--- YOUR OBJECTIVE ---
From the records below, copy every line that contains the word "Sierra".

:: RECORDS PROVIDED ::

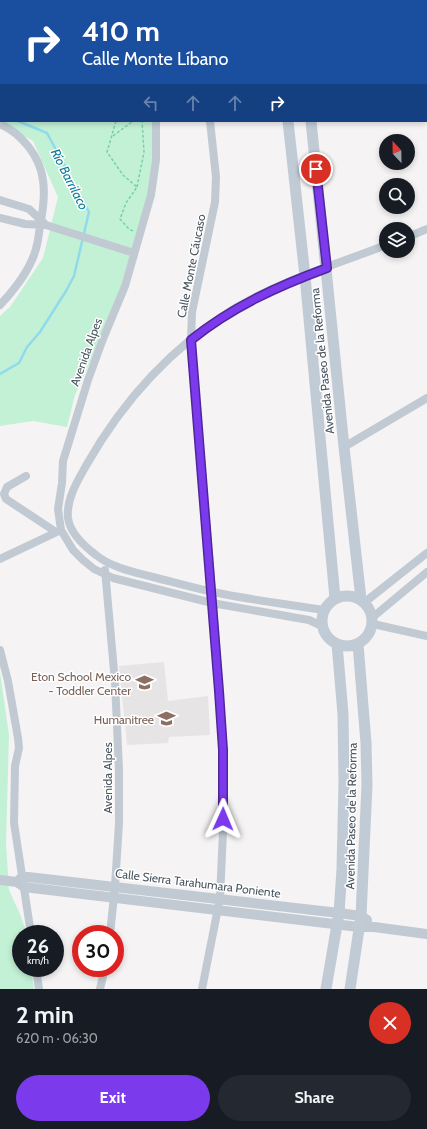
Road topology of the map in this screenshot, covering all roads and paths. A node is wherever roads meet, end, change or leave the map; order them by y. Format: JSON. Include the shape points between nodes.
{"nodes":[{"id":1,"x":116,"y":122,"type":"edge"},
{"id":2,"x":132,"y":122,"type":"edge"},
{"id":3,"x":142,"y":122,"type":"edge"},
{"id":4,"x":156,"y":122,"type":"edge"},
{"id":5,"x":210,"y":122,"type":"edge"},
{"id":6,"x":288,"y":122,"type":"edge"},
{"id":7,"x":311,"y":122,"type":"edge"},
{"id":8,"x":0,"y":124,"type":"edge"},
{"id":9,"x":113,"y":136,"type":"junction"},
{"id":10,"x":137,"y":187,"type":"junction"},
{"id":11,"x":0,"y":200,"type":"edge"},
{"id":12,"x":0,"y":218,"type":"edge"},
{"id":13,"x":45,"y":224,"type":"junction"},
{"id":14,"x":427,"y":229,"type":"edge"},
{"id":15,"x":140,"y":233,"type":"junction"},
{"id":16,"x":415,"y":234,"type":"edge"},
{"id":17,"x":379,"y":248,"type":"edge"},
{"id":18,"x":134,"y":254,"type":"junction"},
{"id":19,"x":327,"y":268,"type":"junction"},
{"id":20,"x":305,"y":276,"type":"junction"},
{"id":21,"x":0,"y":305,"type":"edge"},
{"id":22,"x":191,"y":340,"type":"junction"},
{"id":23,"x":427,"y":398,"type":"edge"},
{"id":24,"x":344,"y":447,"type":"junction"},
{"id":25,"x":26,"y":476,"type":"dead end"},
{"id":26,"x":62,"y":483,"type":"junction"},
{"id":27,"x":74,"y":489,"type":"junction"},
{"id":28,"x":70,"y":526,"type":"junction"},
{"id":29,"x":58,"y":531,"type":"junction"},
{"id":30,"x":427,"y":553,"type":"edge"},
{"id":31,"x":0,"y":559,"type":"edge"},
{"id":32,"x":106,"y":562,"type":"junction"},
{"id":33,"x":427,"y":572,"type":"edge"},
{"id":34,"x":104,"y":574,"type":"junction"},
{"id":35,"x":212,"y":592,"type":"junction"},
{"id":36,"x":335,"y":598,"type":"junction"},
{"id":37,"x":363,"y":601,"type":"junction"},
{"id":38,"x":212,"y":603,"type":"junction"},
{"id":39,"x":324,"y":610,"type":"junction"},
{"id":40,"x":373,"y":620,"type":"junction"},
{"id":41,"x":322,"y":626,"type":"junction"},
{"id":42,"x":427,"y":636,"type":"edge"},
{"id":43,"x":337,"y":644,"type":"junction"},
{"id":44,"x":358,"y":644,"type":"junction"},
{"id":45,"x":0,"y":650,"type":"edge"},
{"id":46,"x":0,"y":880,"type":"edge"},
{"id":47,"x":21,"y":882,"type":"junction"},
{"id":48,"x":115,"y":886,"type":"junction"},
{"id":49,"x":220,"y":898,"type":"junction"},
{"id":50,"x":114,"y":899,"type":"junction"},
{"id":51,"x":218,"y":911,"type":"junction"},
{"id":52,"x":339,"y":913,"type":"junction"},
{"id":53,"x":361,"y":916,"type":"junction"},
{"id":54,"x":337,"y":924,"type":"junction"},
{"id":55,"x":29,"y":925,"type":"edge"},
{"id":56,"x":111,"y":925,"type":"edge"},
{"id":57,"x":359,"y":927,"type":"junction"},
{"id":58,"x":374,"y":927,"type":"junction"},
{"id":59,"x":427,"y":934,"type":"edge"},
{"id":60,"x":37,"y":977,"type":"edge"},
{"id":61,"x":102,"y":977,"type":"edge"},
{"id":62,"x":39,"y":989,"type":"edge"},
{"id":63,"x":100,"y":989,"type":"edge"},
{"id":64,"x":202,"y":989,"type":"edge"},
{"id":65,"x":326,"y":989,"type":"edge"},
{"id":66,"x":350,"y":989,"type":"edge"}],
"edges":[{"from":1,"to":9,"type":"path"},
{"from":2,"to":9,"type":"path"},
{"from":3,"to":10,"type":"path","via":[[144,152]]},
{"from":4,"to":15,"type":"street","name":"Avenida Alpes","via":[[156,160],[152,188]]},
{"from":5,"to":22,"type":"street","name":"Calle Monte Cáucaso","via":[[216,177],[215,202],[192,312]]},
{"from":6,"to":20,"type":"main road","name":"Avenida Paseo de la Reforma"},
{"from":7,"to":19,"type":"main road","name":"Avenida Paseo de la Reforma"},
{"from":8,"to":13,"type":"street","via":[[19,136],[34,155],[40,168],[44,186]]},
{"from":9,"to":10,"type":"path","via":[[108,152],[123,175]]},
{"from":10,"to":15,"type":"path","via":[[126,203],[120,219],[129,229]]},
{"from":11,"to":13,"type":"street","via":[[29,209]]},
{"from":12,"to":13,"type":"street","via":[[24,224]]},
{"from":13,"to":18,"type":"street"},
{"from":13,"to":21,"type":"street","via":[[28,268],[11,294]]},
{"from":14,"to":16,"type":"street"},
{"from":15,"to":18,"type":"street","name":"Avenida Alpes"},
{"from":17,"to":19,"type":"street"},
{"from":18,"to":26,"type":"street","name":"Avenida Alpes","via":[[125,286],[88,380],[63,461]]},
{"from":19,"to":20,"type":"street"},
{"from":19,"to":24,"type":"main road","name":"Avenida Paseo de la Reforma"},
{"from":20,"to":22,"type":"street","via":[[245,303]]},
{"from":20,"to":36,"type":"main road","name":"Avenida Paseo de la Reforma"},
{"from":22,"to":27,"type":"street","via":[[161,365],[134,395],[97,446]]},
{"from":22,"to":35,"type":"street","name":"Calle Monte Cáucaso"},
{"from":23,"to":24,"type":"street"},
{"from":24,"to":37,"type":"main road","name":"Avenida Paseo de la Reforma"},
{"from":25,"to":29,"type":"street","via":[[7,487],[4,494],[6,499]]},
{"from":26,"to":27,"type":"street"},
{"from":26,"to":29,"type":"street","name":"Avenida Alpes"},
{"from":27,"to":28,"type":"street","via":[[68,506]]},
{"from":28,"to":29,"type":"street"},
{"from":28,"to":32,"type":"street","via":[[88,548]]},
{"from":29,"to":31,"type":"street"},
{"from":29,"to":34,"type":"street","name":"Avenida Alpes","via":[[83,560]]},
{"from":30,"to":37,"type":"street"},
{"from":32,"to":34,"type":"street","name":"Avenida Alpes"},
{"from":32,"to":35,"type":"street"},
{"from":33,"to":40,"type":"street"},
{"from":34,"to":38,"type":"street"},
{"from":34,"to":48,"type":"street","name":"Avenida Alpes","via":[[118,732],[119,823]]},
{"from":35,"to":38,"type":"street","name":"Calle Monte Cáucaso"},
{"from":35,"to":39,"type":"street"},
{"from":36,"to":37,"type":"main road","via":[[344,595]]},
{"from":36,"to":39,"type":"main road"},
{"from":37,"to":40,"type":"main road","via":[[370,609]]},
{"from":38,"to":41,"type":"street","via":[[309,620]]},
{"from":38,"to":49,"type":"street","name":"Calle Monte Cáucaso","via":[[223,750]]},
{"from":39,"to":41,"type":"main road"},
{"from":40,"to":42,"type":"street"},
{"from":40,"to":44,"type":"main road","via":[[368,635]]},
{"from":41,"to":43,"type":"main road","via":[[325,633]]},
{"from":43,"to":44,"type":"main road"},
{"from":43,"to":52,"type":"main road","name":"Avenida Paseo de la Reforma","via":[[343,714],[344,782]]},
{"from":44,"to":53,"type":"main road","name":"Avenida Paseo de la Reforma","via":[[367,785]]},
{"from":45,"to":47,"type":"street","via":[[13,706],[18,743],[14,823]]},
{"from":46,"to":47,"type":"street","name":"Calle Sierra Tarahumara Poniente"},
{"from":47,"to":48,"type":"street","name":"Calle Sierra Tarahumara Poniente"},
{"from":47,"to":50,"type":"street","name":"Calle Sierra Tarahumara Poniente"},
{"from":47,"to":55,"type":"street"},
{"from":48,"to":49,"type":"street","name":"Calle Sierra Tarahumara Poniente"},
{"from":48,"to":50,"type":"street","name":"Avenida Alpes"},
{"from":49,"to":51,"type":"street","name":"Calle Monte Cáucaso"},
{"from":49,"to":52,"type":"street","name":"Calle Sierra Tarahumara Poniente"},
{"from":50,"to":51,"type":"street","name":"Calle Sierra Tarahumara Poniente"},
{"from":50,"to":56,"type":"street","name":"Avenida Alpes"},
{"from":51,"to":54,"type":"street","name":"Calle Sierra Tarahumara Poniente"},
{"from":51,"to":64,"type":"street","name":"Calle Monte Cáucaso"},
{"from":52,"to":53,"type":"street","name":"Calle Sierra Tarahumara Poniente"},
{"from":52,"to":54,"type":"main road","name":"Avenida Paseo de la Reforma"},
{"from":53,"to":57,"type":"main road","name":"Avenida Paseo de la Reforma"},
{"from":53,"to":58,"type":"street"},
{"from":54,"to":57,"type":"street","name":"Calle Sierra Tarahumara Poniente"},
{"from":54,"to":65,"type":"main road","name":"Avenida Paseo de la Reforma"},
{"from":57,"to":58,"type":"street","name":"Calle Sierra Tarahumara Poniente"},
{"from":57,"to":66,"type":"main road","name":"Avenida Paseo de la Reforma"},
{"from":58,"to":59,"type":"street","name":"Calle Sierra Tarahumara Poniente"},
{"from":60,"to":62,"type":"street"},
{"from":61,"to":63,"type":"street"}]}
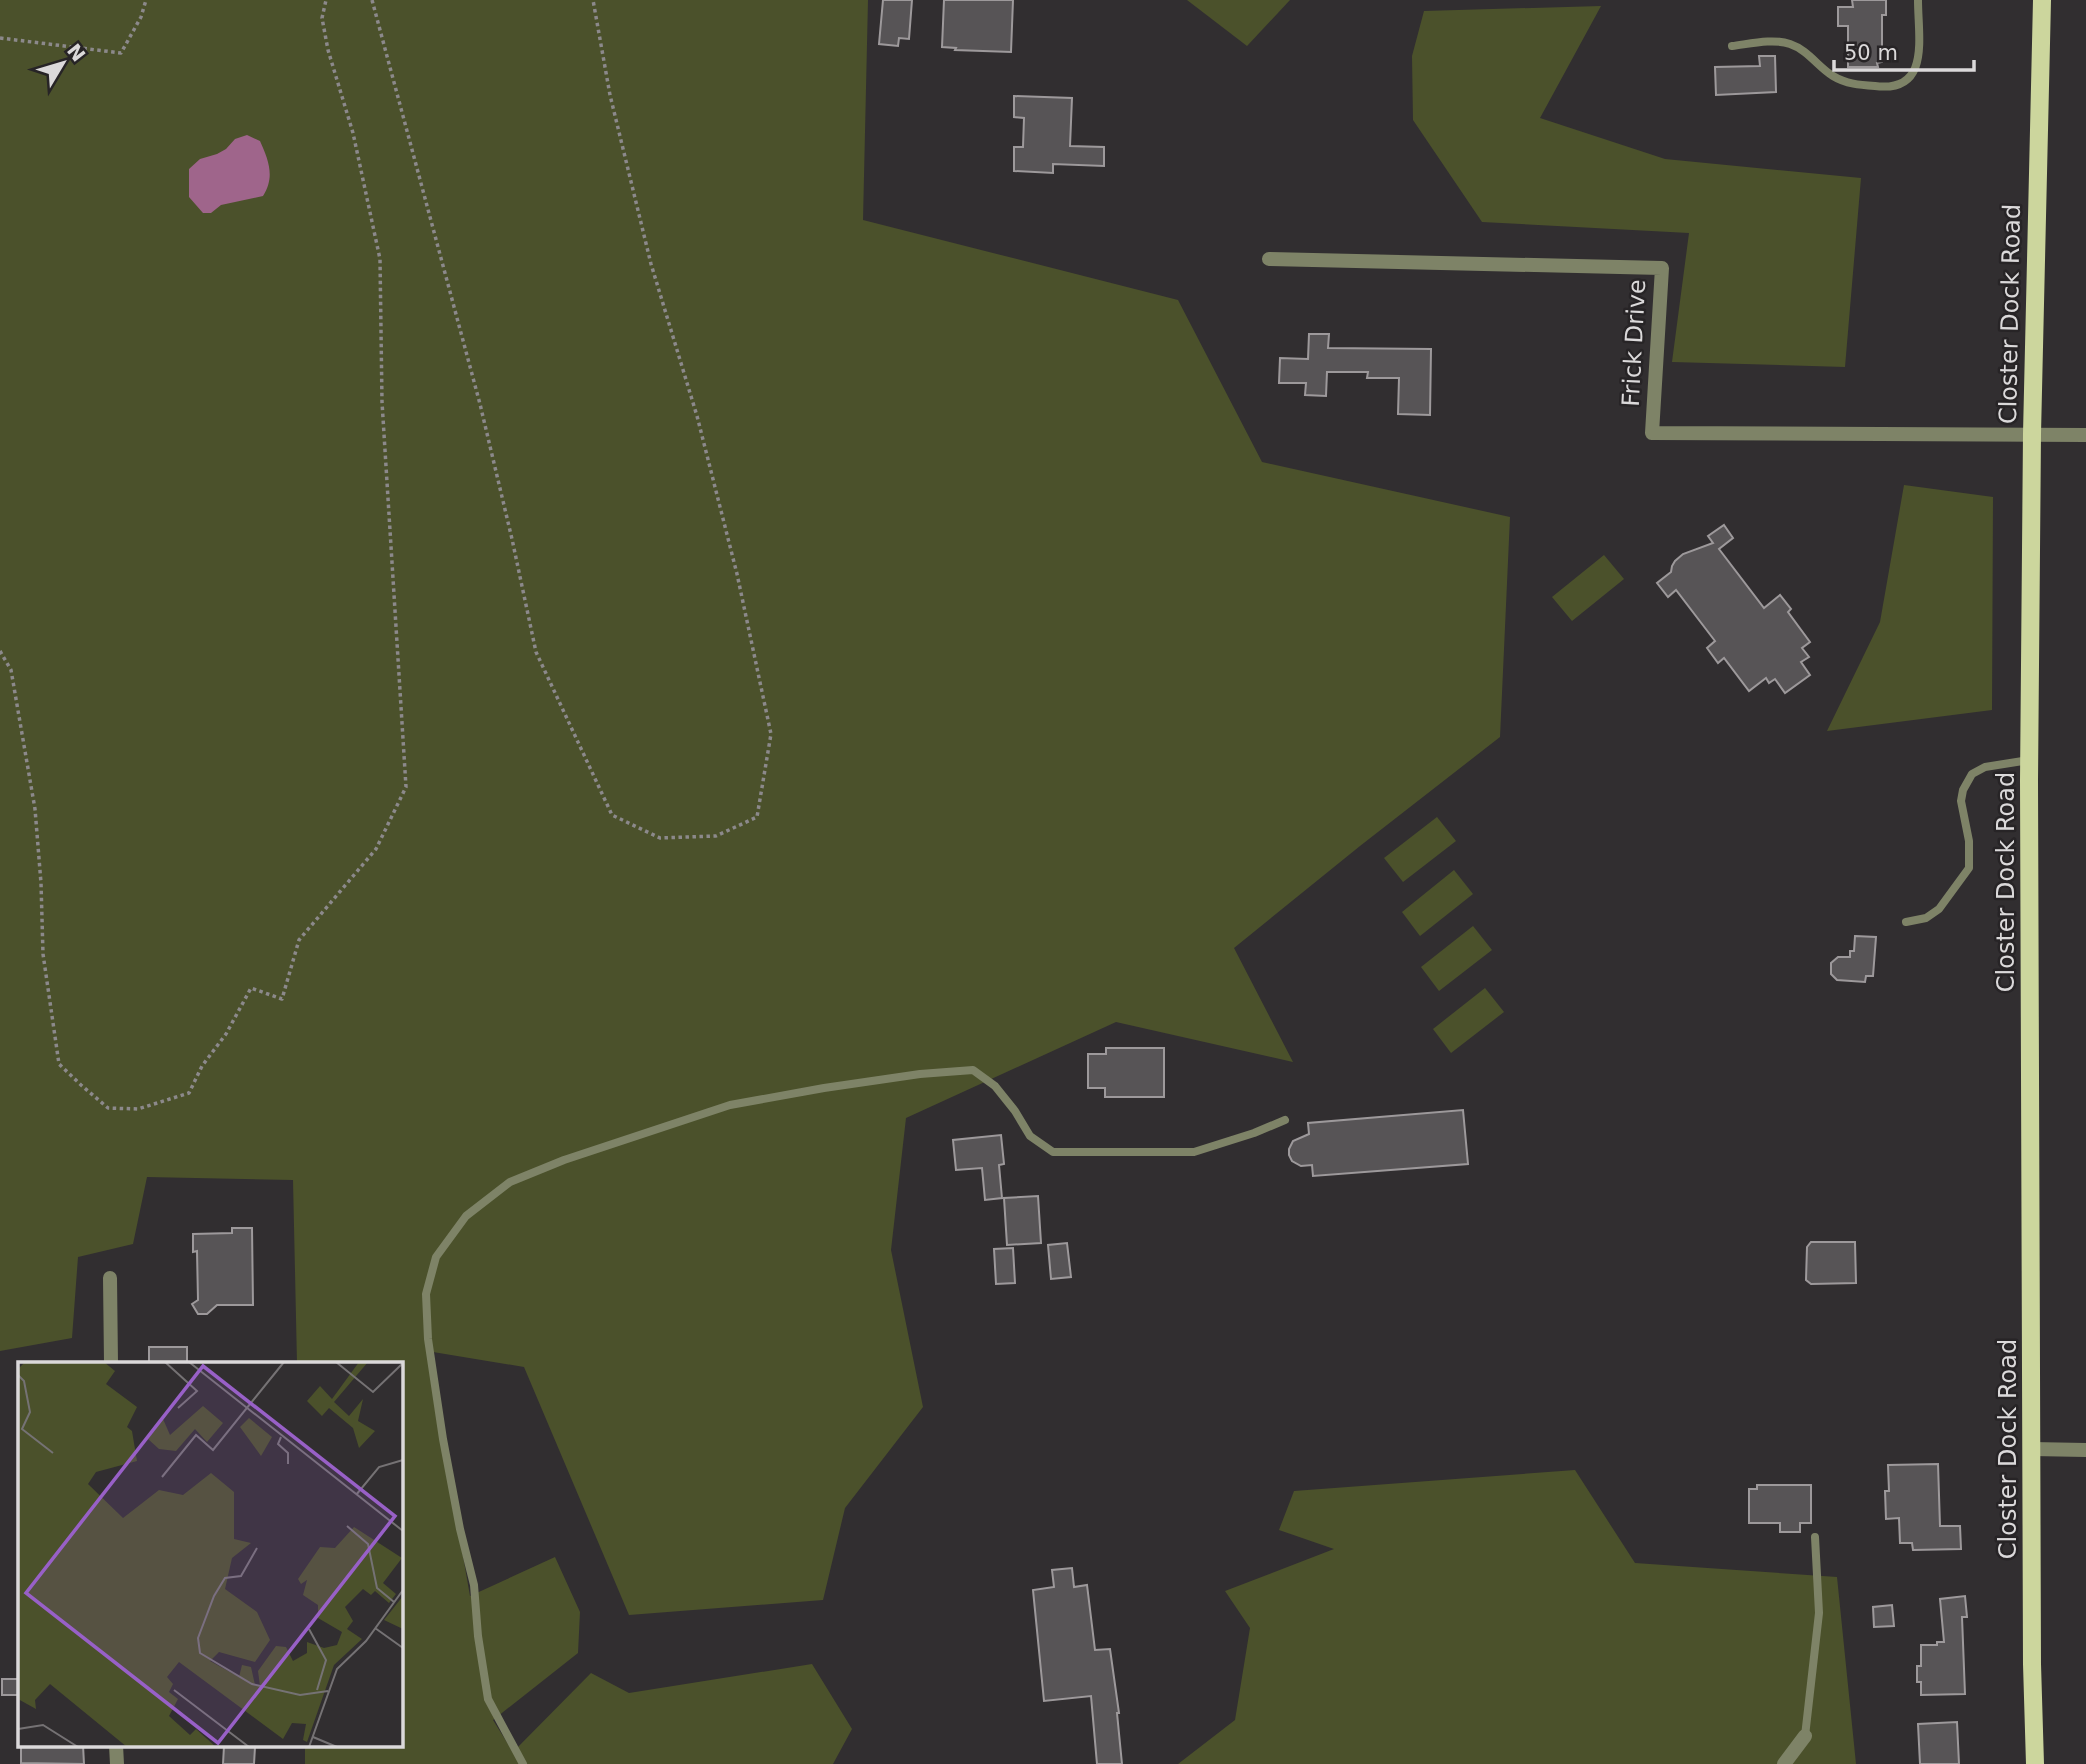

:::

--- EXERCISE ANSWER ---
{"from":46,"to":47,"type":"street","name":"Calle Sierra Tarahumara Poniente"},
{"from":47,"to":48,"type":"street","name":"Calle Sierra Tarahumara Poniente"},
{"from":47,"to":50,"type":"street","name":"Calle Sierra Tarahumara Poniente"},
{"from":48,"to":49,"type":"street","name":"Calle Sierra Tarahumara Poniente"},
{"from":49,"to":52,"type":"street","name":"Calle Sierra Tarahumara Poniente"},
{"from":50,"to":51,"type":"street","name":"Calle Sierra Tarahumara Poniente"},
{"from":51,"to":54,"type":"street","name":"Calle Sierra Tarahumara Poniente"},
{"from":52,"to":53,"type":"street","name":"Calle Sierra Tarahumara Poniente"},
{"from":54,"to":57,"type":"street","name":"Calle Sierra Tarahumara Poniente"},
{"from":57,"to":58,"type":"street","name":"Calle Sierra Tarahumara Poniente"},
{"from":58,"to":59,"type":"street","name":"Calle Sierra Tarahumara Poniente"},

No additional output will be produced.